Eventually you learn to slip between each set of vocabulary with ease - but it's a surprisingly steep learning curve for a game that's ostensibly straightforward. There's also a sense that developer FuturLab, in its eagerness to expand the Velocity vision to PlayStation 4 proportions, has overcomplicated things a little. As well as the scientists you must rescue floating about in space, you also collect crystals inside the space stations, shoot multiple types of weapon (none of which are quite distinct enough from one another), and shoot numbered, colour-coded locks in sequence in order to unlock routes through each stage. The increasingly complicated stage designs at some level work against the game's driving imperative to be quick, be precise and, wherever possible, to enter a flow state.
There are, however, numerous flourishes of design. One of the game's most interesting mechanics is the telepods, introduced in its latter half. On foot telepods are devices that can be hurled like a grenade and then used to teleport Lt. Tana to their position (even while in mid-air). You may, for example, aim the telepod through a narrow and deadly passage before teleporting to its final landing place in the next room. In space the telepod takes a slightly different form, more like a checkpoint in the environment to which you may later return at any point.
To make use of the device the designers introduce branching pathways. Before you choose a path, you drop a telepod, and when you've plundered one area you must return to the branch and continue down the other route. The only problem is that should you forget to drop a telepod, or place it incorrectly, you will be unable to progress in a level and forced to quit via the menu screen - an inelegant, if unavoidable side effect of the design. To help ensure you always drop a telepod in the correct place, the screen will flash blue at the appropriate juncture, but it's still possible to miss the prompt.
These complexities (and the staccato rhythm of play they inspire, as you trip over your thumbs or lose your sense of positioning) may turn some players off. But the game amply rewards dedication. As with all the best twitch arcade-style games, there is discernible progress and refining of technique the longer you spend within its bounds.
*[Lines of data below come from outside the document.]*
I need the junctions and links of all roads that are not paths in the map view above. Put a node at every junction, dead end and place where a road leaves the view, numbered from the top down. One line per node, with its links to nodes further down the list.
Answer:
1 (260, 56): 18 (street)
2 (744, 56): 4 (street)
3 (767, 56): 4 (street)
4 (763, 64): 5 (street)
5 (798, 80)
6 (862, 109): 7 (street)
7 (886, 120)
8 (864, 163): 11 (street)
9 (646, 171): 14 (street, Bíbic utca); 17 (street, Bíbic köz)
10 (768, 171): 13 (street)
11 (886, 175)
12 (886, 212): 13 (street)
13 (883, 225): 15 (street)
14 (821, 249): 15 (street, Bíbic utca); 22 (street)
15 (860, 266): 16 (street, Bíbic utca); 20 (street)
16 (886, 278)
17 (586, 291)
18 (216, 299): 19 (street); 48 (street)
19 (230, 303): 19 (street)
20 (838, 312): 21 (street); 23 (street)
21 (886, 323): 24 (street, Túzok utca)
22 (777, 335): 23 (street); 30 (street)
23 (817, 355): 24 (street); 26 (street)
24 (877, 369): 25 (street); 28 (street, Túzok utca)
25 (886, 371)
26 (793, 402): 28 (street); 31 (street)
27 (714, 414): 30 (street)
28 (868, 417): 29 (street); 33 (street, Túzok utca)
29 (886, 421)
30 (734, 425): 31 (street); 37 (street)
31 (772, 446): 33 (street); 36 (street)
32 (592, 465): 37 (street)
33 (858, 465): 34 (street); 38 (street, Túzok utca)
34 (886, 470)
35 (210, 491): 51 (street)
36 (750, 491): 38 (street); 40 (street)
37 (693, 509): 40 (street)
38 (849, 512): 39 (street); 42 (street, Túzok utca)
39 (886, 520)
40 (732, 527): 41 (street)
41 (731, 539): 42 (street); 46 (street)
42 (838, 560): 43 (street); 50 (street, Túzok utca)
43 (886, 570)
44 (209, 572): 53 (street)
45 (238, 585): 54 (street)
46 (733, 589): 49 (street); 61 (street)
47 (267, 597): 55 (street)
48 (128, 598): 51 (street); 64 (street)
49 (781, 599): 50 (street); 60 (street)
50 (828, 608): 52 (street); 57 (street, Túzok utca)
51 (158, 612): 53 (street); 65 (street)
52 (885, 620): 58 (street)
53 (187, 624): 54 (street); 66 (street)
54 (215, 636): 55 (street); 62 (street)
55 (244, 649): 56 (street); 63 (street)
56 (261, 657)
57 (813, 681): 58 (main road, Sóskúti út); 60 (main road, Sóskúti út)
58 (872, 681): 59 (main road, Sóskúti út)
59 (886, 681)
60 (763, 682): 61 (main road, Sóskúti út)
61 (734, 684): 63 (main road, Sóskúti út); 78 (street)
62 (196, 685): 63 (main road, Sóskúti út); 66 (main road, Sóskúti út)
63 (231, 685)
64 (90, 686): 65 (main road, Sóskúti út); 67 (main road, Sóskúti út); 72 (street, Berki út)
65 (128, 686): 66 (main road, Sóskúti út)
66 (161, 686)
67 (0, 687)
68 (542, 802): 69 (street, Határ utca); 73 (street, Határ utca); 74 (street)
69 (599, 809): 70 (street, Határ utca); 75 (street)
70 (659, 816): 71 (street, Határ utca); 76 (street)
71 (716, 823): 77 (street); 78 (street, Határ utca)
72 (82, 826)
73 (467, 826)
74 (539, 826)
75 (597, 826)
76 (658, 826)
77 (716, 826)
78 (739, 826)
The designers continually surprise too, with boss battles, speed-quickening ramps, enemies that can only be toppled by 'teledashing' through them, as well as a raft of other interest-maintaining conceits. You will need to improve, too, as the game only unlocks new stages when you collect the requisite number of experience points, awarded for completing levels quickly, comprehensively or with a particular high score.
A short cut-scene introduces each of the game's 50 stages and these are notably well-written. But the game has already put its player in a rush state; few will bother to read about Lt. Tana's exploits when a sharp stab of the button will propel you into a sugar-rush space sprint. For those who resist the urge to hurry, however, Velocity tells a good tale, and one that imbues all the dashing through space with a different kind of urgency and appeal.
Despite the game's dipped-nose poise, its obsession with speed and clocks, it rewards those who take their time, who perfect their technique on each stage, and who savour an arcade game that's been lovingly embellished and expanded to its full and likely final potential.